TASK INSTRUCTIONS: Starting with the line that has "middle pip: (390, 41)", retype each line down to the end of the entries below, without leaving any out or adding any.

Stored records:
++++++++++

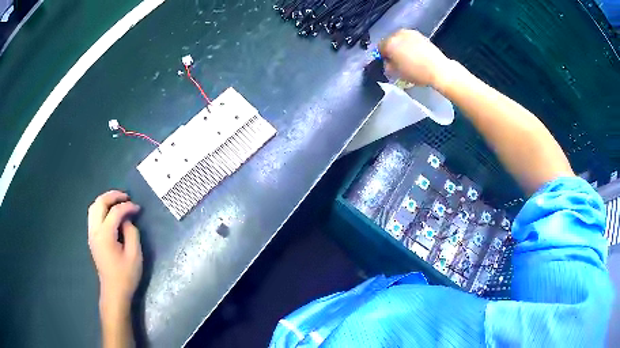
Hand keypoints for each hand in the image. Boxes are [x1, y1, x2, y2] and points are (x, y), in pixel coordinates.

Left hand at [88, 191, 141, 310]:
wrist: (114, 291)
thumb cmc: (126, 275)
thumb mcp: (135, 255)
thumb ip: (131, 232)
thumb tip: (127, 219)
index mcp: (105, 235)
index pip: (115, 212)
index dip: (127, 206)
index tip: (138, 208)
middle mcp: (95, 231)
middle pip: (100, 203)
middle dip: (113, 196)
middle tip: (126, 196)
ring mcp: (91, 234)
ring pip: (93, 207)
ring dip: (105, 200)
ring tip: (118, 201)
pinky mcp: (92, 238)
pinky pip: (93, 215)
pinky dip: (101, 208)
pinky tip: (111, 213)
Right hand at [379, 29, 452, 87]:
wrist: (438, 69)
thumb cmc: (416, 72)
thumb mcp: (397, 73)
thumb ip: (387, 66)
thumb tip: (387, 63)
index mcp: (389, 43)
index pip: (379, 47)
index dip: (382, 56)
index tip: (387, 63)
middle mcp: (398, 34)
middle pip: (390, 41)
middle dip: (392, 49)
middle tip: (397, 60)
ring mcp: (410, 33)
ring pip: (401, 39)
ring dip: (401, 46)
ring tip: (408, 58)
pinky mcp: (421, 35)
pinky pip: (410, 40)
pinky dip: (410, 45)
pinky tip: (416, 54)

++++++++++

ANSWER SPACE:
middle pip: (390, 41)
middle dip: (392, 49)
middle tip: (397, 60)
ring mcp: (410, 33)
ring pip: (401, 39)
ring dip: (401, 46)
ring tip: (408, 58)
pinky mcp: (421, 35)
pinky pip: (410, 40)
pinky dip: (410, 45)
pinky tip: (416, 54)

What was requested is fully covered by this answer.